Il magazine Marsica Live, a sua insaputa, l’ha scelta come la marsicana più influente del 2018. E le ragioni sono state condivise da tutti: Carla Venditti, 58 anni, suora abruzzese di Avezzano, è diventata negli ultimi anni il simbolo dell’antiracket per il suo impegno sulle strade con le donne vittime di tratta.
Come ha iniziato?
Tre anni fa. Sembra strano dirlo, ma ho iniziato per caso. Stavamo organizzando delle missioni e dei nuovi progetti. Il focus dovevano essere i minori e i più fragili. E poi ho pensato: “e alle donne in strada chi ci pensa?”.
E poi?
Ho fatto una prima uscita in strada. Io e un mio amico avvocato. Mi ricordo di aver pensato: “è questo il posto in cui devo stare”. E poi da li non abbiamo più smesso e si sono aggiunti altri volontari. Ci muoviamo tra l’Abruzzo e il Lazio. Non avevo programmato tutto quello che sarebbe successo dopo. Sono sempre stata sensibile alle sofferenze degli altri e sentivo di dover stare lì dove la gente soffriva: e in strada si soffre tantissimo. Quello era il periodo in cui papa Francesco ripeteva insistentemente “Apritevi! Apritevi”, così ho deciso di parlare con i miei superiori che mi hanno appoggiata.
Cosa avete organizzato?
Con le Apostole del Sacro Cuore di Gesù di Avezzano abbiamo deciso di mettere a disposizione la nostra casa e di prenderci cura della ragazze che ci chiedevano di lasciare la strada. Parliamoci chiaro: non eravamo pronte ad accogliere, ma quella ormai era diventata la nostra missione e la dovevamo abbracciare.
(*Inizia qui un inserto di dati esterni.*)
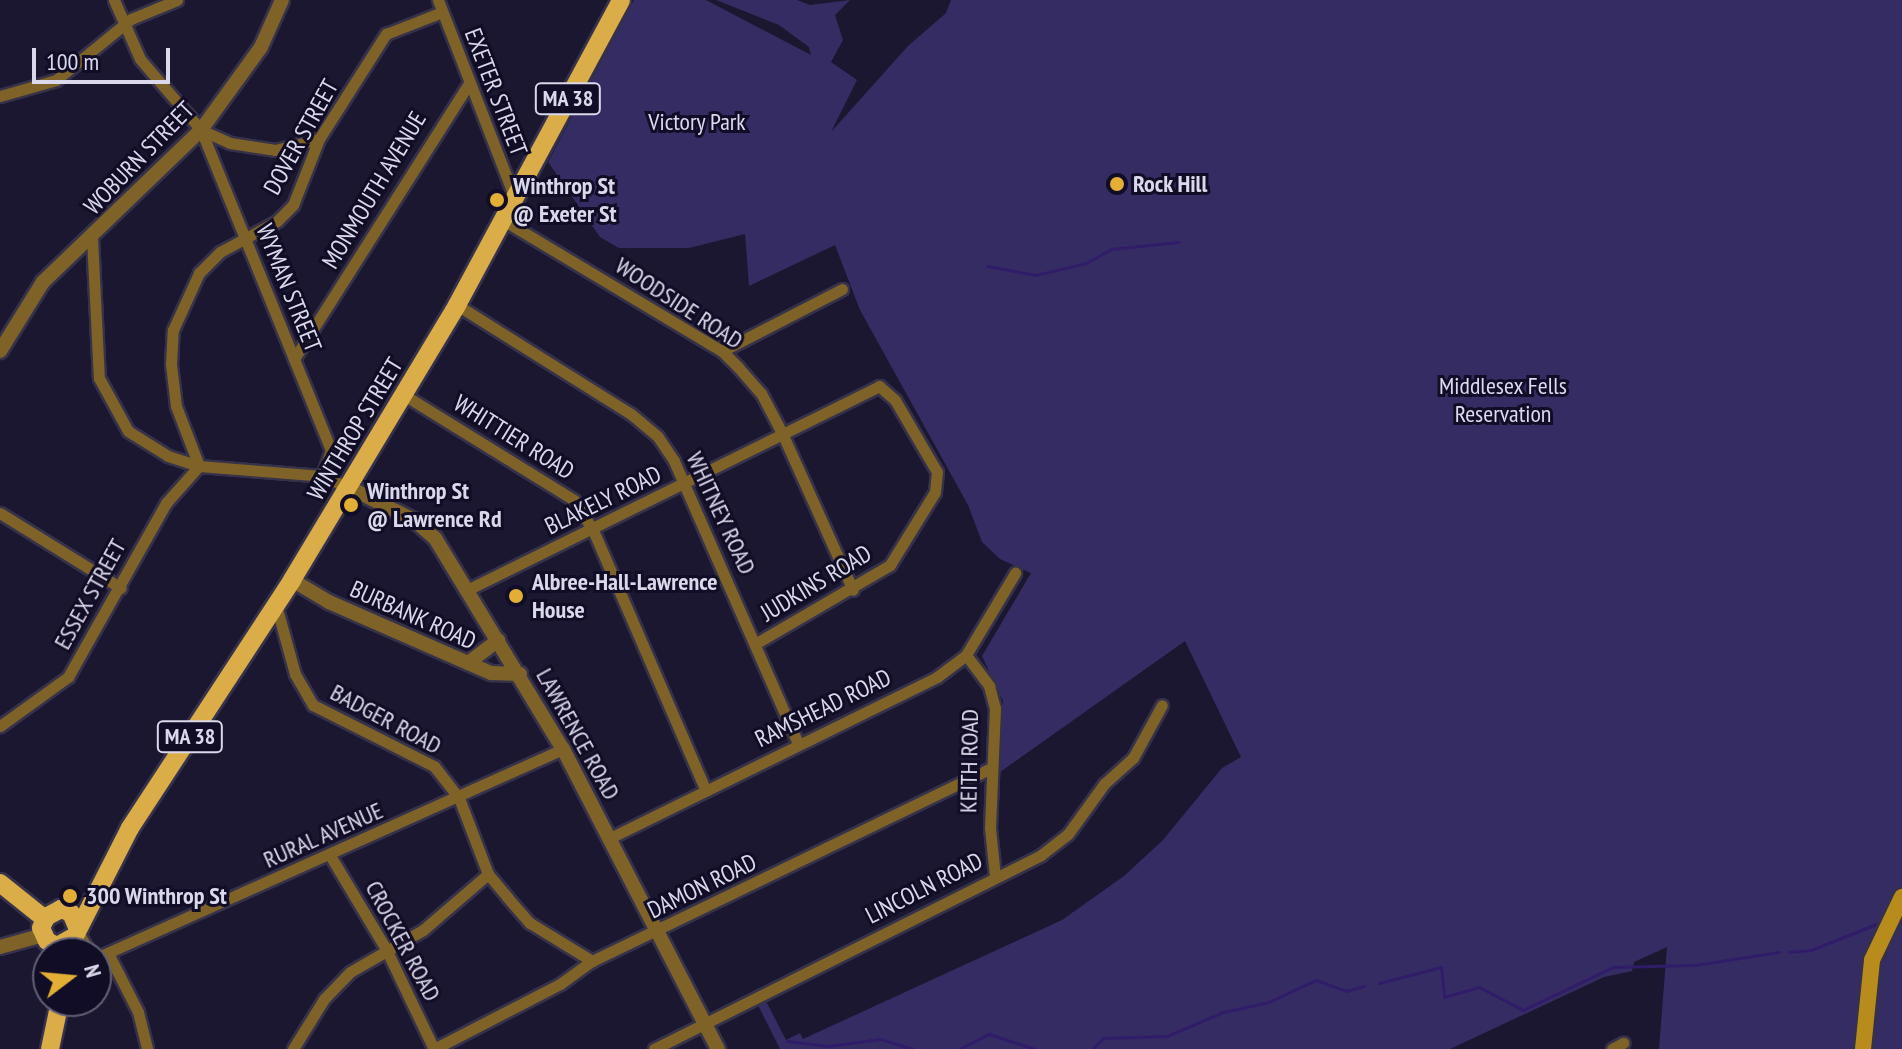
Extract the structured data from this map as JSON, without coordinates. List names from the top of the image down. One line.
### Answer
{"streets":{"main road":["MA 38","WINTHROP STREET"],"street":["EXETER STREET","DOVER STREET","WOBURN STREET","MONMOUTH AVENUE","WYMAN STREET","WOODSIDE ROAD","WHITTIER ROAD","BLAKELY ROAD","WHITNEY ROAD","JUDKINS ROAD","ESSEX STREET","BURBANK ROAD","RAMSHEAD ROAD","BADGER ROAD","LAWRENCE ROAD","KEITH ROAD","RURAL AVENUE","DAMON ROAD","LINCOLN ROAD","CROCKER ROAD"]},"crossings":[["EXETER STREET","DOVER STREET"],["EXETER STREET","MONMOUTH AVENUE"],["EXETER STREET","WINTHROP STREET"],["MA 38","WINTHROP STREET"],["DOVER STREET","WYMAN STREET"],["DOVER STREET","ESSEX STREET"],["WOBURN STREET","WYMAN STREET"],["MONMOUTH AVENUE","WYMAN STREET"],["WOODSIDE ROAD","WINTHROP STREET"],["WOODSIDE ROAD","BLAKELY ROAD"],["WOODSIDE ROAD","JUDKINS ROAD"],["WINTHROP STREET","WHITTIER ROAD"],["WINTHROP STREET","WHITNEY ROAD"],["WINTHROP STREET","BURBANK ROAD"],["WINTHROP STREET","BADGER ROAD"],["WINTHROP STREET","LAWRENCE ROAD"],["WHITTIER ROAD","BLAKELY ROAD"],["WHITTIER ROAD","RAMSHEAD ROAD"],["BLAKELY ROAD","WHITNEY ROAD"],["BLAKELY ROAD","JUDKINS ROAD"],["BLAKELY ROAD","LAWRENCE ROAD"],["WHITNEY ROAD","JUDKINS ROAD"],["WHITNEY ROAD","RAMSHEAD ROAD"],["BURBANK ROAD","LAWRENCE ROAD"],["RAMSHEAD ROAD","LAWRENCE ROAD"],["RAMSHEAD ROAD","KEITH ROAD"],["BADGER ROAD","RURAL AVENUE"],["BADGER ROAD","DAMON ROAD"],["LAWRENCE ROAD","RURAL AVENUE"],["LAWRENCE ROAD","DAMON ROAD"],["LAWRENCE ROAD","LINCOLN ROAD"],["KEITH ROAD","DAMON ROAD"],["KEITH ROAD","LINCOLN ROAD"],["RURAL AVENUE","CROCKER ROAD"],["DAMON ROAD","CROCKER ROAD"]],"parks":["Victory Park","Middlesex Fells Reservation"],"places":["Rock Hill","Winthrop St @ Exeter St","Winthrop St @ Lawrence Rd","Albree-Hall-Lawrence House","300 Winthrop St"],"scale_bar":"100 m","north":"right"}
Quante ragazze potete ospitare in casa?
Sei alla volta. Il percorso dura un anno. Siamo consapevoli di non avere un approccio “scientifico” nel senso classico del termine. In casa non ci sono educatori e ci muoviamo secondo un’altra logica: la logica di famiglia. Ecco noi siamo una famiglia. Dove ci sono regole da seguire e ci si rispetta a vicenda. Si sta insieme, si fa lezione di italiano insieme. Se qualcuna ha un impegno si chiede il permesso per andare. Le ragazze sono libere, possono scegliere di restare e rispettare le nostre regole o di andare via: hanno scelto sempre tutte di restare.
Non crede sia difficile, senza competenze tecniche, creare una relazione in strada?
Mi e ci aiuta l’abito: siamo suore. Non dico che il nostro approccio sia il migliore possibile. Ma è il nostro: pensiamo e ci muoviamo come una famiglia, la scelta di non avere educatori con noi in casa è stata pensata, voluta, decisa. Queste ragazze dentro hanno tantissime cose che non sono mai state tirate fuori. Sogni calpestati. Ad esempio ad una ragazza piace cantare, e noi le abbiamo trovato una nostra amica che le fa lezioni di canto.
Qual è l’obiettivo finale?
Far in modo che queste ragazze ritrovino l’indipendenza e la stabilità.
Come riuscite a raccogliere fondi?
Un po’ con le risorse interne. Poi abbiamo fondato l’associazione amici dell’oasi Madre Clelia che ci permette di raccogliere il 5xmille.